A tiling of a surface is a covering of the surface by geometric shapes, called tiles, with no overlaps and no gaps. An example is the familiar tiling of the Euclidean plane by squares, meeting edge-to-edge, as seen for instance in many bathrooms. When all the tiles have the same shape and size (they are all congruent), the tiling is called a monohedral tiling, and the shape of the tiles is called the prototile of the tiling. The binary tilings are monohedral tilings of the hyperbolic plane, a kind of non-Euclidean geometry with different notions of length, area, congruence, and symmetry than the Euclidean plane.

Two common models for the hyperbolic plane are the Poincaré disk model and Poincaré half-plane model. In these, the points of the hyperbolic plane are modeled by points in the Euclidean plane, in an open disk or the half-plane above a horizontal line respectively. Hyperbolic lines are modeled by those Euclidean circles and lines that cross the model's boundary perpendicularly. The boundary points of the model are called ideal points, and a hyperbolic line through an ideal point is said to be asymptotic to it. The half-plane model has one more ideal point, the point at infinity, asymptotic to all vertical lines. Another important class of hyperbolic curves, called horocycles, are modeled as circles that are tangent to the boundary of the model, or as horizontal lines in the half-plane model. Horocycles are asymptotic to their point of tangency, or to the point at infinity if they have none.

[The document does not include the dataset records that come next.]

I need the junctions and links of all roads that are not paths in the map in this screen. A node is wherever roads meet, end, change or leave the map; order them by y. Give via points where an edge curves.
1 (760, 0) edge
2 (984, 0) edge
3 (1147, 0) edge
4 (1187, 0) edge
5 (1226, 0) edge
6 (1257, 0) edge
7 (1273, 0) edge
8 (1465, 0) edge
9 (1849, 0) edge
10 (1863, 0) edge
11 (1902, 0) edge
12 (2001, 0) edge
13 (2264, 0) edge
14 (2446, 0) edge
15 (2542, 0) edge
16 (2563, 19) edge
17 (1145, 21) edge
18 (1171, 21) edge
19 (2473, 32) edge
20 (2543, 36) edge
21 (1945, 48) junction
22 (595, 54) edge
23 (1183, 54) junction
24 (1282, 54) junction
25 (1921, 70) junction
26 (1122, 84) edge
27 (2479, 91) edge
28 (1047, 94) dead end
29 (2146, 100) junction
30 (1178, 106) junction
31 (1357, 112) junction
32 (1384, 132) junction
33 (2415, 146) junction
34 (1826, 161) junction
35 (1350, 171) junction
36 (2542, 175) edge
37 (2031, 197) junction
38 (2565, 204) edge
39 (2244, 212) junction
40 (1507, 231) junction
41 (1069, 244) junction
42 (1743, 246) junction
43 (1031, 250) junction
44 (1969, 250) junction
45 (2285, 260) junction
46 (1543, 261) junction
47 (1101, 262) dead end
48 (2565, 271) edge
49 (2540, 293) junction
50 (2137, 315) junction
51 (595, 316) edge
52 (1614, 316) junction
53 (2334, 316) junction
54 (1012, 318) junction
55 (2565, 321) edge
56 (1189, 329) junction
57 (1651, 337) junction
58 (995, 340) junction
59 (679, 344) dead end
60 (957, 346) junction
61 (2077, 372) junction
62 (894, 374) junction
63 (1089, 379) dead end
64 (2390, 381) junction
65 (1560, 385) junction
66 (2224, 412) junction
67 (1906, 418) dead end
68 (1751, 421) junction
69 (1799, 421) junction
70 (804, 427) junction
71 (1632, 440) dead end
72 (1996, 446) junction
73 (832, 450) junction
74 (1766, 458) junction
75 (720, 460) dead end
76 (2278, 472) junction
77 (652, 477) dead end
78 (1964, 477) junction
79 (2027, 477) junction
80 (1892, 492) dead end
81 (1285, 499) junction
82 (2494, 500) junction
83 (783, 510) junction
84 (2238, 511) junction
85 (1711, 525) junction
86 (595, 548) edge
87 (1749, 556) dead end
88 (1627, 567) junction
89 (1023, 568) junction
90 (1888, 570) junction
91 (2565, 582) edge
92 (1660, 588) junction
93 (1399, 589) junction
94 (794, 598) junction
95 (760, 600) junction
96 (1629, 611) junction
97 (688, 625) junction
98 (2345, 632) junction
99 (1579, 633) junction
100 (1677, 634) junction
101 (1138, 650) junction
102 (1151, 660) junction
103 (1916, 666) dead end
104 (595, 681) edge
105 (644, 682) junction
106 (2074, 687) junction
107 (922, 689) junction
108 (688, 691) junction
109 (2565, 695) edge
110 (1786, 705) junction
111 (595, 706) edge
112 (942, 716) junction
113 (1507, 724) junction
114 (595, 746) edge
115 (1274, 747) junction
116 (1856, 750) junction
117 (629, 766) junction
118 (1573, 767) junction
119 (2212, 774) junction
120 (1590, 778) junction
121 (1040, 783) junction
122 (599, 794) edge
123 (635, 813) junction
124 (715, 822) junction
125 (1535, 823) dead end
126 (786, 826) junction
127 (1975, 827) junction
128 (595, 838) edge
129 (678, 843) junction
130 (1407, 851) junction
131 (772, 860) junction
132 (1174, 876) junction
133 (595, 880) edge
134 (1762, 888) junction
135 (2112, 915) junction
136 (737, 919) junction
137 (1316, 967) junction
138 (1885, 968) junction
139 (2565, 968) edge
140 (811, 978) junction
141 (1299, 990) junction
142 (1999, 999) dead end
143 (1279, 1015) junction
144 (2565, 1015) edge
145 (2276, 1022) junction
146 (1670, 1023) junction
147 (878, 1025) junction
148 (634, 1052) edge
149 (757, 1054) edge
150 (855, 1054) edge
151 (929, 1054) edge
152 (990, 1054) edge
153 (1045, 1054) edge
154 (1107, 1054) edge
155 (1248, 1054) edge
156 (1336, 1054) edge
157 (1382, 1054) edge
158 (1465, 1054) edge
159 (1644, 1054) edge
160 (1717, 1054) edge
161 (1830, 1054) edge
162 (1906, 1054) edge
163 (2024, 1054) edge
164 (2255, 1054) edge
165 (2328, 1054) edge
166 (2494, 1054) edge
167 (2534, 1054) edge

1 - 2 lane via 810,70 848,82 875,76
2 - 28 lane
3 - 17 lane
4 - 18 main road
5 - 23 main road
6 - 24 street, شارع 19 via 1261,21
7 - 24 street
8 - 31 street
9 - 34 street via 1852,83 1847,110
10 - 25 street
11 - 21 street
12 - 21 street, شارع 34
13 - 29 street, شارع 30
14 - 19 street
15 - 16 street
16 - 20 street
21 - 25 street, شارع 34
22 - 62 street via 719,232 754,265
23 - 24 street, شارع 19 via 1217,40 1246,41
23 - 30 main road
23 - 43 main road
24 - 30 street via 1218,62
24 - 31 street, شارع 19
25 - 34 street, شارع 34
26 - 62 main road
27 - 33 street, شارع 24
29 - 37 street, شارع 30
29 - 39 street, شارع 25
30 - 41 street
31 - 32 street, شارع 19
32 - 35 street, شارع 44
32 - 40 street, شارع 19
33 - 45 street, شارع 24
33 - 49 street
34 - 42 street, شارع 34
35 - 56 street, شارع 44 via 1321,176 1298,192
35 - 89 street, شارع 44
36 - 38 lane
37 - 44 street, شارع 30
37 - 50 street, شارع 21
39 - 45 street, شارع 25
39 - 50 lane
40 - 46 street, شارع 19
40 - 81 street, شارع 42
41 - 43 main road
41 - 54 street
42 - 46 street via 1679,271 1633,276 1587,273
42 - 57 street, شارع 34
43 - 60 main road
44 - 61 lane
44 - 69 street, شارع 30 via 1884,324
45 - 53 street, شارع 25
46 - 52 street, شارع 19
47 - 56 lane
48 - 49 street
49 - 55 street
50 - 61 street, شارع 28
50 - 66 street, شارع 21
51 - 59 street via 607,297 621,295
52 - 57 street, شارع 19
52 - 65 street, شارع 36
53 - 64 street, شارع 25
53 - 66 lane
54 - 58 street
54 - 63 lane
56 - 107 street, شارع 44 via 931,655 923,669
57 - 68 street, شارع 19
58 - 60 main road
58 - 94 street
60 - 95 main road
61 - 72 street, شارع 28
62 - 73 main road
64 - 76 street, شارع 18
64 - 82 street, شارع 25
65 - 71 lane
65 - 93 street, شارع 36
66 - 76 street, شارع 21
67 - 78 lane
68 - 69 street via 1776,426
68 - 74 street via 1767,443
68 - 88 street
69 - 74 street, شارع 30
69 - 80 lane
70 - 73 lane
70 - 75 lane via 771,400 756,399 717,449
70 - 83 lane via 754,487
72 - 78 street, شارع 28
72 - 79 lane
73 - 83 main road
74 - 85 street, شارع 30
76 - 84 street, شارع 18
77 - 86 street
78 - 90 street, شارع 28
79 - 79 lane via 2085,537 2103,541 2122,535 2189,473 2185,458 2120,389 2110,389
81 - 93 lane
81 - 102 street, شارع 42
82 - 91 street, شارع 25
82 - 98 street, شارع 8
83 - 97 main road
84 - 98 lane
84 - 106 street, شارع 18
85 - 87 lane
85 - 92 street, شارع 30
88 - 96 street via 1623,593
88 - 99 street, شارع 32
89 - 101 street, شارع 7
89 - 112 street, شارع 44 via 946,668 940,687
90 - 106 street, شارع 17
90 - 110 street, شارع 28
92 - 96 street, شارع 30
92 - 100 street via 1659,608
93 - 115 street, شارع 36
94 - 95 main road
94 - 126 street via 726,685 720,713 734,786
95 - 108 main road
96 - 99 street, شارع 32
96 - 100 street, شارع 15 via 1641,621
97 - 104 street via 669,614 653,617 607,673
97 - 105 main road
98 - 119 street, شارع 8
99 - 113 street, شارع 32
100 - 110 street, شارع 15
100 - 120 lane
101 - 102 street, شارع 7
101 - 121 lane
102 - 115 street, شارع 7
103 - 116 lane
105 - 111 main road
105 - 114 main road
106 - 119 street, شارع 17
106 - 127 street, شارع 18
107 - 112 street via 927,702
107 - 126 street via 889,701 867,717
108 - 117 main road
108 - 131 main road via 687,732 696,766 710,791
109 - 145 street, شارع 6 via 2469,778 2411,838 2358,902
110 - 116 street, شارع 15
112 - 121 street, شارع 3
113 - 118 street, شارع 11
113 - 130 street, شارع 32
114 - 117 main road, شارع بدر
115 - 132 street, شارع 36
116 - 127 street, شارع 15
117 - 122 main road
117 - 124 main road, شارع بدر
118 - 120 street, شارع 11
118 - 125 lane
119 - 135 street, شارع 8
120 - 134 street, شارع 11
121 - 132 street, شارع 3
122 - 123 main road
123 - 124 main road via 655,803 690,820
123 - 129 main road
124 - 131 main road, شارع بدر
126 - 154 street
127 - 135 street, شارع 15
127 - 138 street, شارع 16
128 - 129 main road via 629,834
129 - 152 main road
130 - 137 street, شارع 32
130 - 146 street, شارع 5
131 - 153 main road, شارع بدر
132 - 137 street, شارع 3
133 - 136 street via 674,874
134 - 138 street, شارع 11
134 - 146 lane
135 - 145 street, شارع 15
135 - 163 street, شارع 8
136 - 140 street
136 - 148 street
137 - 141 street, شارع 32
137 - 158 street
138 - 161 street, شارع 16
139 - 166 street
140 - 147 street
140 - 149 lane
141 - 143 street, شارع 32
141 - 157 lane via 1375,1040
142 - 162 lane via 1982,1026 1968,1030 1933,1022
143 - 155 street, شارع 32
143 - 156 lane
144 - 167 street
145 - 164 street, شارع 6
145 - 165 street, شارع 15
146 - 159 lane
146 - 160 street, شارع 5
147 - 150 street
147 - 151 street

In one version of binary tiling, each tile is a shape bounded by two hyperbolic lines and two horocycles. These four curves should be asymptotic to the same ideal point, with the two horocycles at hyperbolic distance $\log 2$ from each other. With these choices, the tile has four right angles, like a rectangle, with its sides alternating between segments of hyperbolic lines and arcs of horocycles. The choice of $\log 2$ as the distance between the two horocycles causes one of the two arcs of horocycles (the one farther from the asymptotic point) to have twice the hyperbolic length of the opposite arc. Copies of this shape, meeting edge-to-edge along their line segment sides, can tile the slab or crescent shaped region between two horocycles. A nested family of these slabs or crescents can then tile the entire hyperbolic plane, lined up so that the long arc of each tile in one slab is covered by the short arcs of two tiles in the next slab. The result is a binary tiling.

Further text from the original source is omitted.